Ideed, nothing novel and basicaly impossible to avoid if you have a society with elites (even left oriented elites will do the same, even worse)... It is a tautology that elites will censor what it is against their interests. I wander if is even desirable to build a society with elites that are open to be replaced by "better" values, or "better" execution. It looks to me that the only good approach is to have societies composed by many small "sub-societies" with different values and different elites that compete on attracting supporters. Of course this is not with very serious challenges too...
I’m not sure that word means what you think it means, you’re just describing entrenched power, it’s always going to do that. No need to evoke the word elite like it’s a boogeyman
I do not think that "fight Russia to the Last Ukrainian" is driving Western politics, but I believe there's enough cynicism and hypocrisy (and useful idiots) in the West.
Yes, I know. And he's catastrophically wrong. I think he's blinded by his anti-western bias. Yes, west isn't the good guys. But Russia and China are definitely the bad guys in comparison.
Americans didn't wanted to have a proxy (or any other) war against Russia. Americans tried to preserve USSR to keep the region stable and nukes in one place, when it didn't worked they tried establishing good relations and even invited Russia to NATO. Russia didn't wanted to be in an alliance where Latvia has as much say as they do. Because Russia wanted to regain its empire.
This is what Eastern Europeans were trying to say for 30 years, and the West didn't listened. Even after 2008 and 2014.

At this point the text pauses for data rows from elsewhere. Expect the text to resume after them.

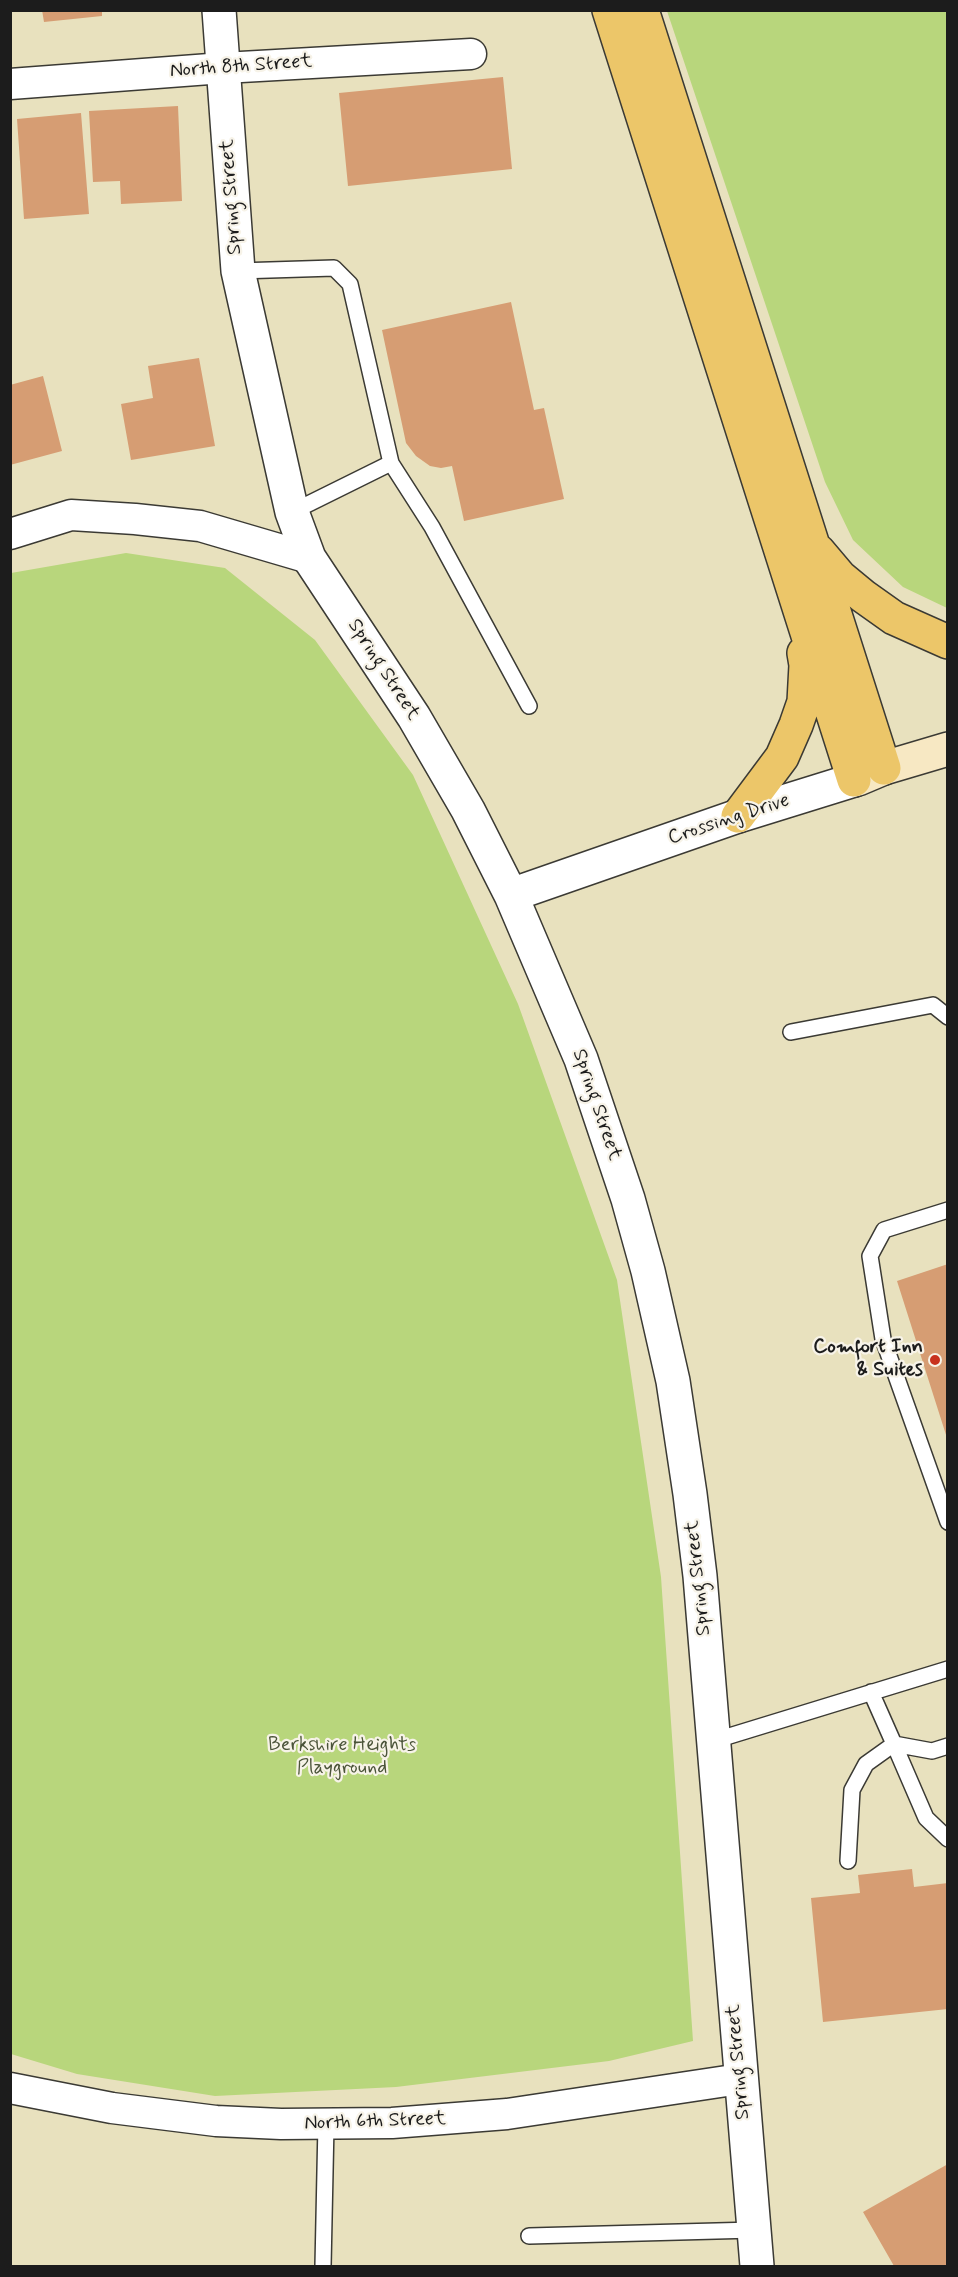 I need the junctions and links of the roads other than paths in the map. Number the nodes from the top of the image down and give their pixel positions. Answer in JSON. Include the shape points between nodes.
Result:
{"nodes":[{"id":1,"x":219,"y":10,"type":"edge"},
{"id":2,"x":609,"y":10,"type":"edge"},
{"id":3,"x":642,"y":10,"type":"edge"},
{"id":4,"x":471,"y":54,"type":"dead end"},
{"id":5,"x":223,"y":68,"type":"junction"},
{"id":6,"x":10,"y":84,"type":"edge"},
{"id":7,"x":238,"y":271,"type":"junction"},
{"id":8,"x":391,"y":463,"type":"junction"},
{"id":9,"x":292,"y":512,"type":"junction"},
{"id":10,"x":10,"y":534,"type":"edge"},
{"id":11,"x":812,"y":544,"type":"junction"},
{"id":12,"x":309,"y":558,"type":"junction"},
{"id":13,"x":793,"y":590,"type":"junction"},
{"id":14,"x":948,"y":642,"type":"edge"},
{"id":15,"x":529,"y":706,"type":"dead end"},
{"id":16,"x":948,"y":749,"type":"edge"},
{"id":17,"x":884,"y":768,"type":"junction"},
{"id":18,"x":854,"y":780,"type":"junction"},
{"id":19,"x":738,"y":816,"type":"junction"},
{"id":20,"x":511,"y":895,"type":"junction"},
{"id":21,"x":948,"y":1017,"type":"edge"},
{"id":22,"x":791,"y":1032,"type":"dead end"},
{"id":23,"x":948,"y":1210,"type":"edge"},
{"id":24,"x":948,"y":1522,"type":"edge"},
{"id":25,"x":948,"y":1669,"type":"edge"},
{"id":26,"x":872,"y":1692,"type":"junction"},
{"id":27,"x":713,"y":1741,"type":"junction"},
{"id":28,"x":894,"y":1744,"type":"junction"},
{"id":29,"x":948,"y":1746,"type":"edge"},
{"id":30,"x":948,"y":1839,"type":"edge"},
{"id":31,"x":848,"y":1861,"type":"dead end"},
{"id":32,"x":740,"y":2079,"type":"junction"},
{"id":33,"x":10,"y":2088,"type":"edge"},
{"id":34,"x":326,"y":2124,"type":"junction"},
{"id":35,"x":754,"y":2230,"type":"junction"},
{"id":36,"x":529,"y":2236,"type":"dead end"},
{"id":37,"x":323,"y":2266,"type":"edge"},
{"id":38,"x":757,"y":2266,"type":"edge"}],
"edges":[{"from":1,"to":5,"type":"street","name":"Spring Street"},
{"from":2,"to":13,"type":"highway"},
{"from":3,"to":11,"type":"highway"},
{"from":4,"to":5,"type":"street","name":"North 8th Street"},
{"from":5,"to":6,"type":"street","name":"North 8th Street"},
{"from":5,"to":7,"type":"street","name":"Spring Street"},
{"from":7,"to":8,"type":"lane","via":[[334,268],[350,284]]},
{"from":7,"to":9,"type":"street","name":"Spring Street"},
{"from":8,"to":9,"type":"lane"},
{"from":8,"to":15,"type":"lane","via":[[432,527]]},
{"from":9,"to":12,"type":"street","name":"Spring Street"},
{"from":10,"to":12,"type":"street","via":[[71,514],[135,519],[200,526]]},
{"from":11,"to":14,"type":"highway","via":[[840,577],[863,596],[894,618]]},
{"from":11,"to":17,"type":"highway"},
{"from":12,"to":20,"type":"street","name":"Spring Street","via":[[414,717]]},
{"from":13,"to":18,"type":"highway"},
{"from":13,"to":19,"type":"highway","via":[[806,665],[804,702],[782,758]]},
{"from":16,"to":17,"type":"main road","name":"Crossing Drive"},
{"from":17,"to":18,"type":"main road","name":"Crossing Drive"},
{"from":18,"to":19,"type":"street","name":"Crossing Drive"},
{"from":19,"to":20,"type":"street","name":"Crossing Drive"},
{"from":20,"to":27,"type":"street","name":"Spring Street","via":[[581,1059],[625,1188],[648,1271],[673,1381],[690,1494]]},
{"from":21,"to":22,"type":"lane","via":[[933,1005]]},
{"from":23,"to":24,"type":"lane","via":[[884,1230],[870,1256],[883,1339]]},
{"from":25,"to":26,"type":"lane"},
{"from":26,"to":27,"type":"lane"},
{"from":26,"to":28,"type":"lane"},
{"from":27,"to":32,"type":"street","name":"Spring Street"},
{"from":28,"to":29,"type":"lane","via":[[932,1751]]},
{"from":28,"to":30,"type":"lane","via":[[926,1818]]},
{"from":28,"to":31,"type":"lane","via":[[866,1764],[852,1790]]},
{"from":32,"to":34,"type":"street","name":"North 6th Street","via":[[455,2120]]},
{"from":32,"to":35,"type":"street","name":"Spring Street"},
{"from":33,"to":34,"type":"street","name":"North 6th Street","via":[[112,2108],[216,2121]]},
{"from":34,"to":37,"type":"lane"},
{"from":35,"to":36,"type":"lane"},
{"from":35,"to":38,"type":"street","name":"Spring Street"}]}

And then comes Chomsky&company and says "you easterners should be happy to live in a dictatorship >sphere of inlfuence< because we leftists know better what's good for you. No need to thank us". This is just colonialism.
Since 90s it's always been Russia escalating and the West refusing to respond strongly enough, which gave Russia the perception that the West is weak and they can get even more if they escalate further.
If West reacted in 2008 how they react now - we could have saved 100s of thousand of people AND avoided 2 wars and billions in military and humanitarian spending. We didn't, because it was easier in the short term to look the other way.
> If West reacted in 2008 how they react now - we could have saved 100s of thousand of people AND avoided 2 wars and billions in military and humanitarian spending. We didn't, because it was easier in the short term to look the other way.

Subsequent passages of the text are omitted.